Three of them also have in common the fact that material indications existed that a missing document had been enclosed with those documents still in possession of the Office, so that there subsisted a very high probability that they had been lost in the Office:

4.1 – i.e. in case J 20/85 “Missing Claims/ZENITH” the filing receipt (EPO form 1031) prepared in the post room at the EPO and sent to the Appellant contained a printed entry “Claims” in which the number “3” had been typed to indicate that three copies of the required claims had been filed.

4.2 – i.e. in case T 69/86 “Lost Statement of Grounds of Appeal/AUDI” an empty envelope bearing the address of the EPO and the date on which the Applicant stated to have sent it and which had obviously contained something, was discovered in the Office, so that the Board considered that it could not have been used for any other purpose, and therefore that the missing document had been lost somewhere in the Office.

4.3 – i.e. in case T 128/87 “Lost Cheque/MULTIVAC”, the Board of Appeal instituted its own detailed enquiries within the Office and also questioned the Applicant extensively about his working procedures at his own office.

In the course of these enquiries, however, the Board came only to the conviction that a cheque had been made out before the letter of appeal had been submitted.

The Board could detect no reason to assume that the probability of the cheque having been lost in the Office was any greater than that of the Appellant having inadvertently failed to enclose it with the notice of appeal.

Then the Board reached the opinion that in such a situation the impossibility of furnishing proof must in principle go against the party performing the filing; otherwise a subsequent and irrefutable assurance that a document had indeed been submitted or that a particular enclosure had been present would always suffice to demonstrate that an act for which a deadline existed had been performed in due time.

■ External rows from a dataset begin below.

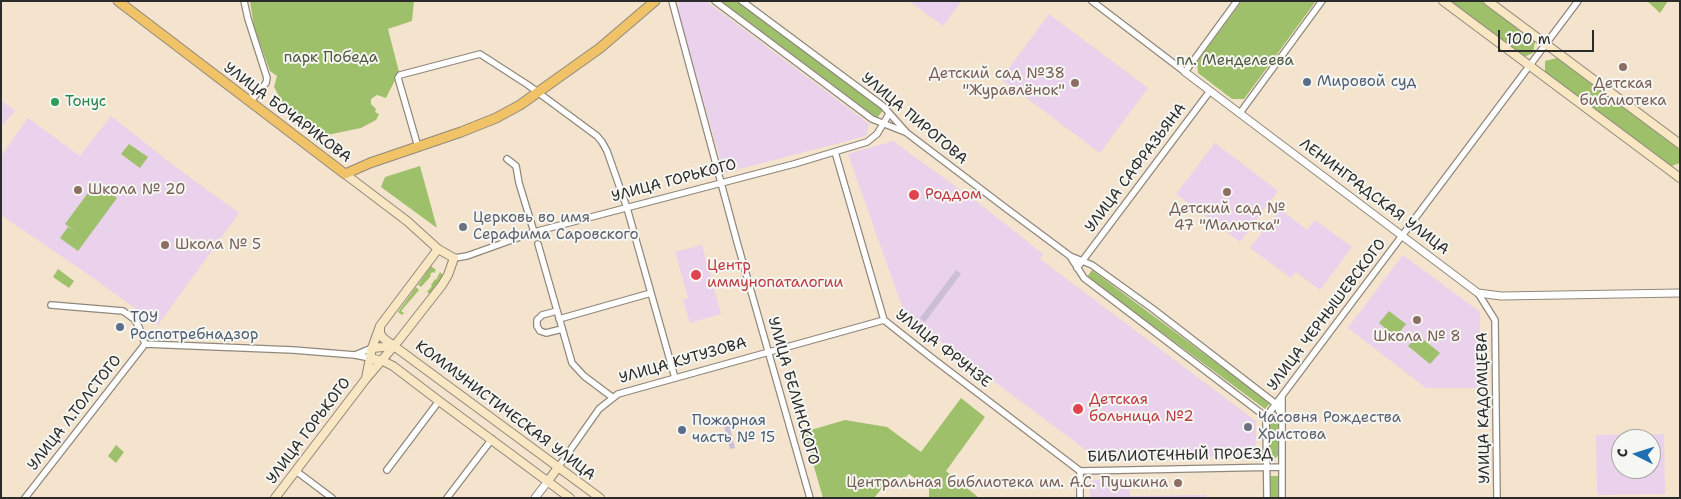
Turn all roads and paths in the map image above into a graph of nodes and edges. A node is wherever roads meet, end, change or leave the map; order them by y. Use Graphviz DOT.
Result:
graph roads {
  1 [pos="118,1"];
  2 [pos="244,1"];
  3 [pos="655,1"];
  4 [pos="672,1"];
  5 [pos="715,1"];
  6 [pos="742,1"];
  7 [pos="1092,1"];
  8 [pos="1237,1"];
  9 [pos="1322,1"];
  10 [pos="1443,1"];
  11 [pos="1488,1"];
  12 [pos="1578,1"];
  13 [pos="1546,44"];
  14 [pos="1530,66"];
  15 [pos="1185,72"];
  16 [pos="1210,91"];
  17 [pos="538,92"];
  18 [pos="250,102"];
  19 [pos="1240,113"];
  20 [pos="889,114"];
  21 [pos="883,124"];
  22 [pos="907,133"];
  23 [pos="1680,144"];
  24 [pos="418,147"];
  25 [pos="835,152"];
  26 [pos="507,159"];
  27 [pos="1671,171"];
  28 [pos="1680,171"];
  29 [pos="345,174"];
  30 [pos="1680,178"];
  31 [pos="721,182"];
  32 [pos="627,208"];
  33 [pos="534,232"];
  34 [pos="1402,236"];
  35 [pos="538,244"];
  36 [pos="438,249"];
  37 [pos="1070,256"];
  38 [pos="454,258"];
  39 [pos="1082,261"];
  40 [pos="1077,268"];
  41 [pos="651,293"];
  42 [pos="1478,293"];
  43 [pos="1680,293"];
  44 [pos="51,305"];
  45 [pos="557,311"];
  46 [pos="559,319"];
  47 [pos="884,320"];
  48 [pos="380,326"];
  49 [pos="562,329"];
  50 [pos="145,344"];
  51 [pos="394,346"];
  52 [pos="372,348"];
  53 [pos="768,351"];
  54 [pos="355,355"];
  55 [pos="370,358"];
  56 [pos="382,360"];
  57 [pos="675,378"];
  58 [pos="365,380"];
  59 [pos="1282,396"];
  60 [pos="612,398"];
  61 [pos="439,402"];
  62 [pos="1276,404"];
  63 [pos="1266,417"];
  64 [pos="1282,418"];
  65 [pos="492,439"];
  66 [pos="559,466"];
  67 [pos="1282,467"];
  68 [pos="1266,468"];
  69 [pos="387,470"];
  70 [pos="296,471"];
  71 [pos="1080,471"];
  72 [pos="548,481"];
  73 [pos="25,498"];
  74 [pos="275,498"];
  75 [pos="332,498"];
  76 [pos="447,498"];
  77 [pos="535,498"];
  78 [pos="570,498"];
  79 [pos="600,498"];
  80 [pos="810,498"];
  81 [pos="1080,498"];
  82 [pos="1267,498"];
  83 [pos="1282,498"];
  84 [pos="1497,498"];
  1 -- 18 [label="main road, УЛИЦА БОЧАРИКОВА"];
  2 -- 18 [label="street"];
  3 -- 17 [label="main road"];
  4 -- 31 [label="street, УЛИЦА БЕЛИНСКОГО"];
  5 -- 21 [label="street, УЛИЦА ПИРОГОВА"];
  6 -- 20 [label="street, УЛИЦА ПИРОГОВА"];
  7 -- 15 [label="street, ЛЕНИНГРАДСКАЯ УЛИЦА"];
  8 -- 15 [label="street"];
  9 -- 19 [label="street"];
  10 -- 14 [label="main road"];
  11 -- 13 [label="main road"];
  12 -- 13 [label="street, УЛИЦА ЧЕРНЫШЕВСКОГО"];
  13 -- 14 [label="street, УЛИЦА ЧЕРНЫШЕВСКОГО"];
  13 -- 23 [label="main road"];
  14 -- 27 [label="main road"];
  14 -- 34 [label="street, УЛИЦА ЧЕРНЫШЕВСКОГО"];
  15 -- 16 [label="street, ЛЕНИНГРАДСКАЯ УЛИЦА"];
  16 -- 19 [label="street, ЛЕНИНГРАДСКАЯ УЛИЦА"];
  16 -- 39 [label="street, УЛИЦА САФРАЗЬЯНА"];
  17 -- 24 [label="main road"];
  17 -- 24 [label="street"];
  17 -- 32 [label="street"];
  18 -- 29 [label="main road, УЛИЦА БОЧАРИКОВА"];
  19 -- 34 [label="street, ЛЕНИНГРАДСКАЯ УЛИЦА"];
  20 -- 21 [label="street, УЛИЦА ГОРЬКОГО"];
  20 -- 22 [label="street, УЛИЦА ПИРОГОВА"];
  21 -- 22 [label="street, УЛИЦА ПИРОГОВА"];
  21 -- 25 [label="street, УЛИЦА ГОРЬКОГО"];
  22 -- 37 [label="street, УЛИЦА ПИРОГОВА"];
  24 -- 29 [label="main road"];
  25 -- 31 [label="street, УЛИЦА ГОРЬКОГО"];
  25 -- 47 [label="street, УЛИЦА ФРУНЗЕ"];
  26 -- 33 [label="street"];
  27 -- 28 [label="main road"];
  27 -- 30 [label="main road"];
  29 -- 36 [label="main road, УЛИЦА БОЧАРИКОВА"];
  31 -- 32 [label="street, УЛИЦА ГОРЬКОГО"];
  31 -- 53 [label="street, УЛИЦА БЕЛИНСКОГО"];
  32 -- 33 [label="street, УЛИЦА ГОРЬКОГО"];
  32 -- 41 [label="street"];
  33 -- 38 [label="street, УЛИЦА ГОРЬКОГО"];
  34 -- 42 [label="street, ЛЕНИНГРАДСКАЯ УЛИЦА"];
  34 -- 59 [label="street, УЛИЦА ЧЕРНЫШЕВСКОГО"];
  35 -- 45 [label="street"];
  36 -- 38 [label="main road, УЛИЦА БОЧАРИКОВА"];
  36 -- 48 [label="main road"];
  37 -- 39 [label="street, УЛИЦА ПИРОГОВА"];
  37 -- 40 [label="street, УЛИЦА ПИРОГОВА"];
  38 -- 51 [label="main road, УЛИЦА ГОРЬКОГО"];
  39 -- 40 [label="street, УЛИЦА САФРАЗЬЯНА"];
  39 -- 62 [label="street, УЛИЦА ПИРОГОВА"];
  40 -- 63 [label="street, УЛИЦА ПИРОГОВА"];
  41 -- 46 [label="street"];
  41 -- 57 [label="street"];
  42 -- 43 [label="street"];
  42 -- 84 [label="street, УЛИЦА КАДОМЦЕВА"];
  44 -- 50 [label="street"];
  45 -- 46 [label="street"];
  45 -- 49 [label="street"];
  46 -- 49 [label="street"];
  47 -- 53 [label="street, УЛИЦА КУТУЗОВА"];
  47 -- 71 [label="street, УЛИЦА ФРУНЗЕ"];
  48 -- 51 [label="main road, КОММУНИСТИЧЕСКАЯ УЛИЦА"];
  48 -- 52 [label="main road"];
  49 -- 60 [label="street"];
  50 -- 54 [label="street"];
  50 -- 73 [label="street, УЛИЦА Л.ТОЛСТОГО"];
  51 -- 52 [label="main road"];
  51 -- 56 [label="main road, УЛИЦА ГОРЬКОГО"];
  51 -- 66 [label="main road, КОММУНИСТИЧЕСКАЯ УЛИЦА"];
  52 -- 54 [label="street"];
  52 -- 55 [label="main road"];
  53 -- 57 [label="street, УЛИЦА КУТУЗОВА"];
  53 -- 80 [label="street, УЛИЦА БЕЛИНСКОГО"];
  54 -- 55 [label="street"];
  55 -- 56 [label="main road"];
  55 -- 58 [label="main road"];
  56 -- 58 [label="main road, УЛИЦА ГОРЬКОГО"];
  56 -- 61 [label="main road, КОММУНИСТИЧЕСКАЯ УЛИЦА"];
  57 -- 60 [label="street, УЛИЦА КУТУЗОВА"];
  58 -- 70 [label="main road, УЛИЦА ГОРЬКОГО"];
  59 -- 62 [label="street, УЛИЦА ЧЕРНЫШЕВСКОГО"];
  59 -- 64 [label="street"];
  60 -- 66 [label="street, УЛИЦА КУТУЗОВА"];
  61 -- 65 [label="main road, КОММУНИСТИЧЕСКАЯ УЛИЦА"];
  61 -- 69 [label="street"];
  62 -- 63 [label="street, УЛИЦА ЧЕРНЫШЕВСКОГО"];
  62 -- 64 [label="street, УЛИЦА ЧЕРНЫШЕВСКОГО"];
  63 -- 68 [label="street"];
  64 -- 67 [label="street, УЛИЦА ЧЕРНЫШЕВСКОГО"];
  65 -- 72 [label="main road, КОММУНИСТИЧЕСКАЯ УЛИЦА"];
  65 -- 76 [label="street"];
  66 -- 72 [label="main road, УЛИЦА КУТУЗОВА"];
  66 -- 79 [label="main road, КОММУНИСТИЧЕСКАЯ УЛИЦА"];
  67 -- 68 [label="street, БИБЛИОТЕЧНЫЙ ПРОЕЗД"];
  67 -- 83 [label="street, УЛИЦА ЧЕРНЫШЕВСКОГО"];
  68 -- 71 [label="street, БИБЛИОТЕЧНЫЙ ПРОЕЗД"];
  68 -- 82 [label="street"];
  70 -- 74 [label="main road, УЛИЦА ГОРЬКОГО"];
  70 -- 75 [label="street"];
  71 -- 81 [label="street"];
  72 -- 77 [label="street, УЛИЦА КУТУЗОВА"];
  72 -- 78 [label="main road, КОММУНИСТИЧЕСКАЯ УЛИЦА"];
}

5. In the present case the enquiries carried out by the Board itself within the Office could only demonstrate that a letter dated 18 July 1990 enclosing a cheque No. 101663 on Barclays Bank for £1572 was received in the Office on 20 July 1990. This letter sent by the same representative as in the present case related to the application PCT/GB89/01447. No indication could be found that this letter contained anything else.

The Board can therefore only come to the conclusion that a cheque had been made out in the representative’s office, as no further evidence is given that the letter enclosing it had been sent to the EPO and consequently received by it.

Even if the Board, were to consider that the representative did dispatch in due time a letter bearing the address of the EPO and enclosing the cheque, the fact remains that this letter might equally have been lost in the post anywhere in Germany or Great Britain.

In such a case the risk of the loss is borne by the sender.

6. There is no provision in Rule 67 EPC for an appeal fee to be returned where the appeal is not allowed.

ORDER

For these reasons, it is decided that:

– The appeal is dismissed.

– The request for reimbursement of the appeal fee is rejected.